Today The Detail delves into the growing number of senior entrepreneurs, and asks what’s driving people aged over 50 to start up their own businesses.

Davey recently spoke to a conference, Vision for Ageing in Aotearoa, on the rise and significance of senior entrepreneurship.

She interviewed 20 senior entrepreneurs for a study that was part of the MBIE-funded Massey University research programme  "Maximising Workforce Participation for Older New Zealanders".  

The study found that older entrepreneurs do not take advantage of business advice.

"A lot of people we interviewed were a bit suspicious of business mentors, they felt, ‘what could they tell us that we don't know already’," Davey says.

Anne Purcell of Ākina Foundation says there is a massive opportunity for older people to contribute socially and environmentally through "impact-led" businesses that are driven by "more than profit". 

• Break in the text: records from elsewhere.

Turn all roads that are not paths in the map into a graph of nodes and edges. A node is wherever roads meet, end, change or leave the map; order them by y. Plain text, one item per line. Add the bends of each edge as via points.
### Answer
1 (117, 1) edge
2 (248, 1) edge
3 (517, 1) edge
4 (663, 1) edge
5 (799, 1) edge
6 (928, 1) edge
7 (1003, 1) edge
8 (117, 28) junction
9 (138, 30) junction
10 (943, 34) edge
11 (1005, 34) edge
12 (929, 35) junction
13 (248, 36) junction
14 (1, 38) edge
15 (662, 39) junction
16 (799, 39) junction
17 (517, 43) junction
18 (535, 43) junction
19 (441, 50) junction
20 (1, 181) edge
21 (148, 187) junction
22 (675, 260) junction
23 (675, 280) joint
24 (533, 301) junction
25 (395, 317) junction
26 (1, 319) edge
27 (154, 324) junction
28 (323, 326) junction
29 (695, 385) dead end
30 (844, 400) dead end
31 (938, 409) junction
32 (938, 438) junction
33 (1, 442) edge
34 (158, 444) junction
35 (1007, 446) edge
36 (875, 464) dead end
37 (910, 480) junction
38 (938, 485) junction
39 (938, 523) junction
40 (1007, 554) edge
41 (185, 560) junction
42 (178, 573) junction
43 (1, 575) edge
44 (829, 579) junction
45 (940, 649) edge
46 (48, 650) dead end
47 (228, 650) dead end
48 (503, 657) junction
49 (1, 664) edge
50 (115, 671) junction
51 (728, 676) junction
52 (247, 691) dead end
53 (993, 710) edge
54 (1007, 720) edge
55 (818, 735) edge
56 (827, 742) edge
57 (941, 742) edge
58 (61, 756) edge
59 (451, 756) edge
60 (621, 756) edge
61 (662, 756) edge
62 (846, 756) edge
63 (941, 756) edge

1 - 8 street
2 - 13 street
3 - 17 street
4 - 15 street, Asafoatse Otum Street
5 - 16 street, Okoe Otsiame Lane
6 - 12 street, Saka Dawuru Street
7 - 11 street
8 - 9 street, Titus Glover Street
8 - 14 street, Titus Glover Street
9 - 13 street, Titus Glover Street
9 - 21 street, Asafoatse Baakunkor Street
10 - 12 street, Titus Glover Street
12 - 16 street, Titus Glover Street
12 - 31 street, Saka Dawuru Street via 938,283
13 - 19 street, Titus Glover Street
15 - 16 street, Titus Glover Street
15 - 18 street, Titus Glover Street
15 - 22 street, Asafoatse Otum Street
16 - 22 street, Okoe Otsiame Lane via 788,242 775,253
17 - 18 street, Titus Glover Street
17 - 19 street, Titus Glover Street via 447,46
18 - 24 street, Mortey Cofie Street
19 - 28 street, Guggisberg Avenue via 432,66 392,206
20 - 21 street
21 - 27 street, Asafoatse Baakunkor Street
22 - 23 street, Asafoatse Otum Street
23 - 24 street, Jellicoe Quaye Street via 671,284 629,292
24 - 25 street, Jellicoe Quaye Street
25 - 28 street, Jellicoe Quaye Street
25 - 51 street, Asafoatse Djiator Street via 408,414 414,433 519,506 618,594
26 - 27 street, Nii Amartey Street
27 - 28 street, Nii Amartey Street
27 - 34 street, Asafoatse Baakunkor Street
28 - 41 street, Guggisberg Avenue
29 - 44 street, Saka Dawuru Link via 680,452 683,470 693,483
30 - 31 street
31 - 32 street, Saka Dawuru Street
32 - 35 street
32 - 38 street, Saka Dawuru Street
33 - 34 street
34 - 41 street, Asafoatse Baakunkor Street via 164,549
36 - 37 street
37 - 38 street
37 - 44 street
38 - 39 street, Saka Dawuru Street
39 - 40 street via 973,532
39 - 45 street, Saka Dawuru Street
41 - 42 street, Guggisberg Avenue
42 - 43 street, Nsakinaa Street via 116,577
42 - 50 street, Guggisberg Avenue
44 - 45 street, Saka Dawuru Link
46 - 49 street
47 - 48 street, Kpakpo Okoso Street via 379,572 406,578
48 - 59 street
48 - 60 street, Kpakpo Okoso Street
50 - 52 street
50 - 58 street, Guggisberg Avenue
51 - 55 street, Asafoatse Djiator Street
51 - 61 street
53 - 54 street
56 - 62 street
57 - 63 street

Purcell is director of capability at Ākina, which works closely with community enterprises and whānau businesses that are made up of two or three generations.

"Often the visionary leading out with the ideas to make a difference through their business is the older person," she says.

But older people are mainly seen as a problem to be solved - or a resource for younger go-getters - and what's missing for them is a lack of support.

"One of the things that really drives our work at Ākina is how can we create the conditions that will enable social entrepreneurs to thrive - and right now it is ad hoc," Purcell says.

Sharon Brettkelly also talks to Lynette Wharerau, of Ngāpuhi, about why she has given up her high paid corporate career to fix the housing crisis in her hapū in Hokianga where many whānau are homeless, but not landless. 

She's leading a collective, tentatively named Hokianga Hapu Housing to build 200 houses, from papakainga to single-family dwellings.

Wharerau, who is in her 50s, knows what it’s like to live in substandard housing - she's recently upgraded from bus to a small cabin.

Her vision for her hapū is "off grid housing solutions, waterless toilets, multiple dwellings on a block of property, very healthy families able to live together on their papakainga, electric vehicles that mean they have a legal car to go into town".

She explains the hurdles, from going to the bank to ask for money, to getting absent members of the hapū to agree, and knowing how to deal with multiple agencies and organisations.